そうだ、おれはこうしてたくさんの言葉や想いを出せないまま抱え続けていた。
「……ひとりにしない?」
「ひとりに、しない。もうおいて行ったりしないから」
「ほんとに?」
「うん。嘘ついたら焼き肉おごってあげる。ナツくんが満足するまで」
「……消えたり、しない?」
「しないよ。ナツくんが嫌になっても離さない」
「……っ」
「ナツくん」
「……もう、ともだちなんて、言わない?」
「なんて言ってほしいの」
「……わかんない。けど、おれ」
「うん」
「おれは、鬼島さんがすきだから……友だちは嫌だし、ひとりも嫌だ……」
膝が砕けた。玄関にしゃがんで、身体を震わせながら泣く。すると頭上で音がした。鍵が開き、軋むドア。強い手に二の腕を掴まれ、倒れ込むように抱きしめられた。白いシャツ、黒いコート。おれはこの白と黒の人を知っている。
「ごめんね、ナツくん」
「きしま、さ」
みっともないくらいに流れる涙、ひきつる喉。しゃくりあげていたら大きな手のひらに両頬を包まれた。涙の向こうに、黒縁眼鏡を掛けた顔がある。
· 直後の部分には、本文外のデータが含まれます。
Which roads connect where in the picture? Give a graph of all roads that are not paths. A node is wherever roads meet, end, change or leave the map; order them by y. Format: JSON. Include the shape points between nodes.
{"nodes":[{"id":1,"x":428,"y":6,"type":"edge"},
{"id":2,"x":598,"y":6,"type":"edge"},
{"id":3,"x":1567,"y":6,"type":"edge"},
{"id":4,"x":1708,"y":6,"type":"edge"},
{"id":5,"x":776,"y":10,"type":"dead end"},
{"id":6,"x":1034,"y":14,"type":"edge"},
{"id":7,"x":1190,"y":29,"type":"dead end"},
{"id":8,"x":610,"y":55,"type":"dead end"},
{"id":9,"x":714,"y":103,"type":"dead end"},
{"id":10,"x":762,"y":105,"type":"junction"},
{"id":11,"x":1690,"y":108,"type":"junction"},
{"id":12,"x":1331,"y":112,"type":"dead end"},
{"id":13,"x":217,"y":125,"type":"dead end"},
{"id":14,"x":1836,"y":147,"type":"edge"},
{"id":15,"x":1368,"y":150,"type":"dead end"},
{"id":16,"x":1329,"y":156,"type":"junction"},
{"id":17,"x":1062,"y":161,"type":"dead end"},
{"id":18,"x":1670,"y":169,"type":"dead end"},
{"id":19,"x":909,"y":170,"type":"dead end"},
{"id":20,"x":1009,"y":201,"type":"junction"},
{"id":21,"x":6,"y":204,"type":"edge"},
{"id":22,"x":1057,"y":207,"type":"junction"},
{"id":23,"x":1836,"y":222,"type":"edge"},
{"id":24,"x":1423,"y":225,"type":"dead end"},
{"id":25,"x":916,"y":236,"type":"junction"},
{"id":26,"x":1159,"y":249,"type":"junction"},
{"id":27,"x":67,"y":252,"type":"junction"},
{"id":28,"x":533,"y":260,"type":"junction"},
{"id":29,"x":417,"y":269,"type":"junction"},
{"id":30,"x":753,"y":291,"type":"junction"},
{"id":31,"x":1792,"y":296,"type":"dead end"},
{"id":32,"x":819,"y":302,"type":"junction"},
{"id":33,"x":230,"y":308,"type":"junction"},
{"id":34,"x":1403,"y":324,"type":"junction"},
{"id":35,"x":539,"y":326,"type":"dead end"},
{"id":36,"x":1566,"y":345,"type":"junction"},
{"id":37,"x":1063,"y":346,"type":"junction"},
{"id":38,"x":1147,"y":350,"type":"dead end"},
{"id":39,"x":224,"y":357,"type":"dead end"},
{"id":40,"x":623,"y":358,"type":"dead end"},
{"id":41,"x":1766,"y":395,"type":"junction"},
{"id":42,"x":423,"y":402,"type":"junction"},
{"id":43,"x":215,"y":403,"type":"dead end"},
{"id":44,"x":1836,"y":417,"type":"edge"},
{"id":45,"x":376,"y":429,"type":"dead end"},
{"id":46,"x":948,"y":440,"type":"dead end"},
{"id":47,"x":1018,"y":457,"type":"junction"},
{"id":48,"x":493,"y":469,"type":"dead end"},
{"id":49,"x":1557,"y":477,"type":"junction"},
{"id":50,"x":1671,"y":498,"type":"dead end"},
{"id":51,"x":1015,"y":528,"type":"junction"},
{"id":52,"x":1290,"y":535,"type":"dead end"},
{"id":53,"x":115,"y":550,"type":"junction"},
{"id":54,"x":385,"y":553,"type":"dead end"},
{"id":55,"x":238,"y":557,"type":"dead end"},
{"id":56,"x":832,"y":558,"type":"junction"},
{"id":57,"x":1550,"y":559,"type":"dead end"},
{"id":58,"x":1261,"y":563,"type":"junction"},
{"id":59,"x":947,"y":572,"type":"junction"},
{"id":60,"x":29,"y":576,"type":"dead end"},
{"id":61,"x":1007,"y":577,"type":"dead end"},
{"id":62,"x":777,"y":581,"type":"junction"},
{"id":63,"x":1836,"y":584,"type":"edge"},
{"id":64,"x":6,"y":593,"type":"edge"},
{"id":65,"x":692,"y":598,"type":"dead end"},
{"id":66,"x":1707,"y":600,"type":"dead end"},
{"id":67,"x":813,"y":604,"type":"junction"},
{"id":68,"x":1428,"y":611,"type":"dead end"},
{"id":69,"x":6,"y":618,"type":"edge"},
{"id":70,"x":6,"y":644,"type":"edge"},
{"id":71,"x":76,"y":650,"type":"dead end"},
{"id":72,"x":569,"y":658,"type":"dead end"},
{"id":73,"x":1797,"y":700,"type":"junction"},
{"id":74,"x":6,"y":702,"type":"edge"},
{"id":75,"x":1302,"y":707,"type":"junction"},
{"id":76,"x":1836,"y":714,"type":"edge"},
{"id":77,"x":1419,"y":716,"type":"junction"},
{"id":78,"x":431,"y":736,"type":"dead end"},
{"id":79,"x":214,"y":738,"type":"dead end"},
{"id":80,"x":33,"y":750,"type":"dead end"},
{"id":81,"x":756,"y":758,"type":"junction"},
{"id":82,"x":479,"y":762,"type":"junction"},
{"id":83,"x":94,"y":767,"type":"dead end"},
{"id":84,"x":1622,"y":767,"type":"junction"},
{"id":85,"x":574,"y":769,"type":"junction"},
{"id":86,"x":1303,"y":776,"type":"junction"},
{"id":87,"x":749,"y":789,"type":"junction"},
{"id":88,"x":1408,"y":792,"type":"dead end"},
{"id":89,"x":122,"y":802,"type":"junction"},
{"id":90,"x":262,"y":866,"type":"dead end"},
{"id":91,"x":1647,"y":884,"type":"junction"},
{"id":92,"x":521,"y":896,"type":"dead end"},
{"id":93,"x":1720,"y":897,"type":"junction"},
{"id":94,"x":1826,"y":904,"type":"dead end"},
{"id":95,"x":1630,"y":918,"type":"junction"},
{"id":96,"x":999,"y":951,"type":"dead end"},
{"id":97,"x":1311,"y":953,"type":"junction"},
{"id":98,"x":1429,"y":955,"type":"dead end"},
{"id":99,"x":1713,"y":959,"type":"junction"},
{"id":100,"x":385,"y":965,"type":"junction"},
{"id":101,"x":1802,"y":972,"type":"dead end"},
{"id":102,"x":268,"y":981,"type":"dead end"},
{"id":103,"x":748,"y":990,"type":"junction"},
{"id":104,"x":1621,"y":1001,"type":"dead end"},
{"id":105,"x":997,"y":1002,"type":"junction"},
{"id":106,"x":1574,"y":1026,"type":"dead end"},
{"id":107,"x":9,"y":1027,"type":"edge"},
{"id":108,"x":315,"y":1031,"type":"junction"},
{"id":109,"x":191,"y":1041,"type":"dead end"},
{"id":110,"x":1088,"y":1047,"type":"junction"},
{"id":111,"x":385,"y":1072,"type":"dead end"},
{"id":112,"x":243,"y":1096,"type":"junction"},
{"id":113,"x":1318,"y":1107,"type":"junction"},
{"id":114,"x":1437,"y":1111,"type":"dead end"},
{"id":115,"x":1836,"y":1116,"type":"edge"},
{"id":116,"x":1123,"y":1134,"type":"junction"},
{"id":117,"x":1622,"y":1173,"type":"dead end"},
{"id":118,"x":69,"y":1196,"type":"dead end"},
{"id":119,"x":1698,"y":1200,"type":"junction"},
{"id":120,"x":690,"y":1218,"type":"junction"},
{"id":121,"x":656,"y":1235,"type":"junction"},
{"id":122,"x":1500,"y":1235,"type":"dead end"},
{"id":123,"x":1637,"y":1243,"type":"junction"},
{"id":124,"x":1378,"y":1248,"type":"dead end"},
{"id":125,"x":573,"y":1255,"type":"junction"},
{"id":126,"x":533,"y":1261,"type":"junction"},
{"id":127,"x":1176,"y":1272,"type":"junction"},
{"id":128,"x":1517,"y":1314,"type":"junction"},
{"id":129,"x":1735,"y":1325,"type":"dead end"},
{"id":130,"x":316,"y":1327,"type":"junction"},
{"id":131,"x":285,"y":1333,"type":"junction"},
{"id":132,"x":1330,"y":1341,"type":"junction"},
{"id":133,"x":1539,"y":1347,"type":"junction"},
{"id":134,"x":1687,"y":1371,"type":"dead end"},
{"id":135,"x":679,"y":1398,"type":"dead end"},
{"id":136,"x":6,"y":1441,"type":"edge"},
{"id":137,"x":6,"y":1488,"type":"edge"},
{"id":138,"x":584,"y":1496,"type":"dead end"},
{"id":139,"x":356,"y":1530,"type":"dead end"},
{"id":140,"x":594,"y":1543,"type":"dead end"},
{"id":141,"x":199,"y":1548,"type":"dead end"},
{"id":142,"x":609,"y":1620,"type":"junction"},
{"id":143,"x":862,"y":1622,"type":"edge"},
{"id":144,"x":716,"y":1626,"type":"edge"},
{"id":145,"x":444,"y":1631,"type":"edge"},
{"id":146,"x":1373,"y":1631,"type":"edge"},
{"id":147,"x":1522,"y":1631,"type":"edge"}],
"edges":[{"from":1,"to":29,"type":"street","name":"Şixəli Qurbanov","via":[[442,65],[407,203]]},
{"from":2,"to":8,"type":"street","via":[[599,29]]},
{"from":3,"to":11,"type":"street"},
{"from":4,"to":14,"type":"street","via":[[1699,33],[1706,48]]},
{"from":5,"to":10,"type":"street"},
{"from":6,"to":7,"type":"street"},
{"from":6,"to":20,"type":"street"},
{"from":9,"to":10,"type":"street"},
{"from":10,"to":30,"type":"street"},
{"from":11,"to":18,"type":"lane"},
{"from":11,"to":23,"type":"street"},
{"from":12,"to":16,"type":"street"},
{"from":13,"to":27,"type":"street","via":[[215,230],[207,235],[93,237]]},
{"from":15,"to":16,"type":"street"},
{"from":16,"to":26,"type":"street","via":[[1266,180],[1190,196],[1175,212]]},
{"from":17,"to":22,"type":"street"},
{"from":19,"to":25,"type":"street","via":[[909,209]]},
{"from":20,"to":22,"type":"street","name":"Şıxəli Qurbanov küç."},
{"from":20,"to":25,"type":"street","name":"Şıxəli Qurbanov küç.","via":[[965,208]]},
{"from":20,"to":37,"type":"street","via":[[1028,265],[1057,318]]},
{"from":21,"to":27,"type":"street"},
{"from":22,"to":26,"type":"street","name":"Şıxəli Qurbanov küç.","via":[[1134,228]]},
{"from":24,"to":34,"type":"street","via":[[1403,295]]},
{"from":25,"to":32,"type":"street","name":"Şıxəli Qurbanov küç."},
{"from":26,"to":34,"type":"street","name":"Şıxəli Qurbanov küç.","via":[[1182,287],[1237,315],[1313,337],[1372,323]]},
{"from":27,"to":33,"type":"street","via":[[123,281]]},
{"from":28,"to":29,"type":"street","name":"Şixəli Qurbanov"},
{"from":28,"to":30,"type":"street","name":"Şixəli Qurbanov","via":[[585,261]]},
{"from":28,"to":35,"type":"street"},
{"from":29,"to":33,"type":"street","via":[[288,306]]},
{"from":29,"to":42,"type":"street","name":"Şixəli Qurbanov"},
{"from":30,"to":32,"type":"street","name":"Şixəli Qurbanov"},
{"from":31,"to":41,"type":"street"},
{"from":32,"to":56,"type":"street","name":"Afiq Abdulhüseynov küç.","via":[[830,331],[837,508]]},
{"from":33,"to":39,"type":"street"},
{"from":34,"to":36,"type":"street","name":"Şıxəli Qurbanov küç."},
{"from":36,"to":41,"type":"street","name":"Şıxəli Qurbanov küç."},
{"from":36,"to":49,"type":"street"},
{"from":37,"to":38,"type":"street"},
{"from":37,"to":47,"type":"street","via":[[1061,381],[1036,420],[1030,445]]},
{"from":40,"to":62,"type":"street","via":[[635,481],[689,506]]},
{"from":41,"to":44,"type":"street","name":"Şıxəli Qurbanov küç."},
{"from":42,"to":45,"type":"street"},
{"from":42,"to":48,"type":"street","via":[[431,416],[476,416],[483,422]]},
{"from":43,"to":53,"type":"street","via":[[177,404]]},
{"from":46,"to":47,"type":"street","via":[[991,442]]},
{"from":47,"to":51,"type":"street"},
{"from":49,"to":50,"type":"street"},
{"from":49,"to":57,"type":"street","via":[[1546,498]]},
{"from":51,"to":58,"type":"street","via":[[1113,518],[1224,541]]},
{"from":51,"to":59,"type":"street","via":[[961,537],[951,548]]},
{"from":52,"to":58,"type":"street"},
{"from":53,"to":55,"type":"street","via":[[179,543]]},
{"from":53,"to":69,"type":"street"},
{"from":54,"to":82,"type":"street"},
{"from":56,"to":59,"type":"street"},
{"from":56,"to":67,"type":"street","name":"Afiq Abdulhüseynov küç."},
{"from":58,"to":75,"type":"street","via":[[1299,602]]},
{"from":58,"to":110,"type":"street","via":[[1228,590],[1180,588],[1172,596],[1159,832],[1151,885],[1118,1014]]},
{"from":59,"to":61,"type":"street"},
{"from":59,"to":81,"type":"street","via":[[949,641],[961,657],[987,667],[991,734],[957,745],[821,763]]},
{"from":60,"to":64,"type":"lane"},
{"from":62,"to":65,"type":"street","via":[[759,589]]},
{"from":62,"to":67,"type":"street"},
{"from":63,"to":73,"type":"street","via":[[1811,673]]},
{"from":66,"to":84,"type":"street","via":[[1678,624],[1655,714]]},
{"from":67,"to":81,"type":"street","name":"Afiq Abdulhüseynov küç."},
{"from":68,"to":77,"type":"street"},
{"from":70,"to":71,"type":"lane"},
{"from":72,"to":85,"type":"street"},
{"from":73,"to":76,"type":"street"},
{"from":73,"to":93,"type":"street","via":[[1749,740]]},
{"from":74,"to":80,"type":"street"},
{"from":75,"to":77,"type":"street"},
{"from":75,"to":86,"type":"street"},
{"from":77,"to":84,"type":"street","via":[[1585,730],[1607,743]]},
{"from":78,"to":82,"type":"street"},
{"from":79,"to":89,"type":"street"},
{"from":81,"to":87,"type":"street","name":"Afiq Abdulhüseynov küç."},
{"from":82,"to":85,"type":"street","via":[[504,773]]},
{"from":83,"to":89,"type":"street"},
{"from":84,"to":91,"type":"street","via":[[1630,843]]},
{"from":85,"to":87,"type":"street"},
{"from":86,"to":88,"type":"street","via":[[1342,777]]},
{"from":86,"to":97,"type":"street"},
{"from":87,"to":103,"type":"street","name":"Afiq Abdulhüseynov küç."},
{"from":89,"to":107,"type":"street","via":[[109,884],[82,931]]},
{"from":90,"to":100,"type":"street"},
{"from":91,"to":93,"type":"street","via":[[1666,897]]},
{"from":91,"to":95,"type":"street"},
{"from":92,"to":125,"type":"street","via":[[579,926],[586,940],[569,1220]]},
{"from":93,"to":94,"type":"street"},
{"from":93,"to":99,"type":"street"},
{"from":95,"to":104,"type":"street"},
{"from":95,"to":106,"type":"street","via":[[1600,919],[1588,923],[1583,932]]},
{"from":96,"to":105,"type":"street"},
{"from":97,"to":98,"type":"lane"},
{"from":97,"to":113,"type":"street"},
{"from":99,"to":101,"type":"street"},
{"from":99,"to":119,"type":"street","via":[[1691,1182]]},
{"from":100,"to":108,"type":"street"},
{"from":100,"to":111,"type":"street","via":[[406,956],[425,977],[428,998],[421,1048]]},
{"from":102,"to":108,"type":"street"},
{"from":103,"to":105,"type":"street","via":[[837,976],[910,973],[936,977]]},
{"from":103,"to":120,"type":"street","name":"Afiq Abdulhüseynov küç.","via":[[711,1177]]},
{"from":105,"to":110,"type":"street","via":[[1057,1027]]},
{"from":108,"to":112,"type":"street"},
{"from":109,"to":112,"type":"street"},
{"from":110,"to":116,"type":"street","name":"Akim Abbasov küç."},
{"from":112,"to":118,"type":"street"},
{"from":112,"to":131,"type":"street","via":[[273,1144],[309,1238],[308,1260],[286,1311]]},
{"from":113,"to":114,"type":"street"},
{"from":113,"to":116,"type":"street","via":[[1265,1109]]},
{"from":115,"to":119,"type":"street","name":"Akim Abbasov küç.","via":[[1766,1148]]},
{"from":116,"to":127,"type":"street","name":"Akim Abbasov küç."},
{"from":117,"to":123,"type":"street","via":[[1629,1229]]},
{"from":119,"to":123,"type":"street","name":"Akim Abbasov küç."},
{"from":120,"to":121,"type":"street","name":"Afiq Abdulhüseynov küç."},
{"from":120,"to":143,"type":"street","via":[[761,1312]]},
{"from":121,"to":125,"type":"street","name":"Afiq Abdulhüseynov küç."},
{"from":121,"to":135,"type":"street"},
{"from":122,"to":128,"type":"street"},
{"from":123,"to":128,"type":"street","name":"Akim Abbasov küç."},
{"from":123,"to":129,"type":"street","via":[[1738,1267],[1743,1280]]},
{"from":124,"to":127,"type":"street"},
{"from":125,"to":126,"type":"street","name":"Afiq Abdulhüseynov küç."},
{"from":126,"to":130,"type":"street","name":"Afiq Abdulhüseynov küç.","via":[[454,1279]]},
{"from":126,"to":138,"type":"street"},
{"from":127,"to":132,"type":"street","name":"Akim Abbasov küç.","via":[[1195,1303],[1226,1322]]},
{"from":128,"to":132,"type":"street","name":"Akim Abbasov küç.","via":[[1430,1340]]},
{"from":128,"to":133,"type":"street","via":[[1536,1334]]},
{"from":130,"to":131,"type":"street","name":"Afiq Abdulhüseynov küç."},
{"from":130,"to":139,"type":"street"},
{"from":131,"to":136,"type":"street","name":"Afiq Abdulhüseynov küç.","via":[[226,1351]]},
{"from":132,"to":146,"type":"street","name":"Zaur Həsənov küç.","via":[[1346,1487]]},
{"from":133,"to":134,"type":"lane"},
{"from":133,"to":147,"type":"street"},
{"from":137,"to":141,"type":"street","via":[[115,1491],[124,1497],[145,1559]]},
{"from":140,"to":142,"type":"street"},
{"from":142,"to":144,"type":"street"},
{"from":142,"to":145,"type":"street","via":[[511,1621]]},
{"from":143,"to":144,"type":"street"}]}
ずっと好きな、鋭い目元。いつだっておれを見てくれていた人の変わらない目。
「ごめんね」
ちゅ、と、軽く唇が触れた。それからまたきつく抱きしめられる。コートの生地を掴み、こんな風に泣いたことがないくらい激しく泣いた。きっとこれが、長い間ずっと溜まっていたものだ。
「落ち着いた?」
「……は、い」
泣きすぎてあちこちが痛む。重たくて熱い目で目の前にいる鬼島さんを改めて見た。変わらない、姿。おれを見てやっぱり口元だけが笑う。
「ナツくん、ごめんね」
「……もう、いいです」
「良くないよ」
「いいんです」
鬼島さんの手を取り、頬に当てる。温かくて気持ちがいい。いつも助けてくれた手は間違いなくこれだった。
「……ナツくん、どこまで思い出してる?」
「……おとーさんのことはよくわかんない。でも死んじゃったことは、わかる……」
勝手に、また涙が出てきた。急に突きつけられたような父親の死。しかもぼんやりぼんやり、している。
鬼島さんの指が拭ってくれ、目元に唇が落とされる。
「ナツくんが知りたいことがあったら全部話す。だからなんでも聞いて。大丈夫だから」
「……はい」
鬼島さんの腕で抱き上げられた。連れて行かれた先は居間のこたつ。一旦休憩、と言ってお茶を淹れてくれた。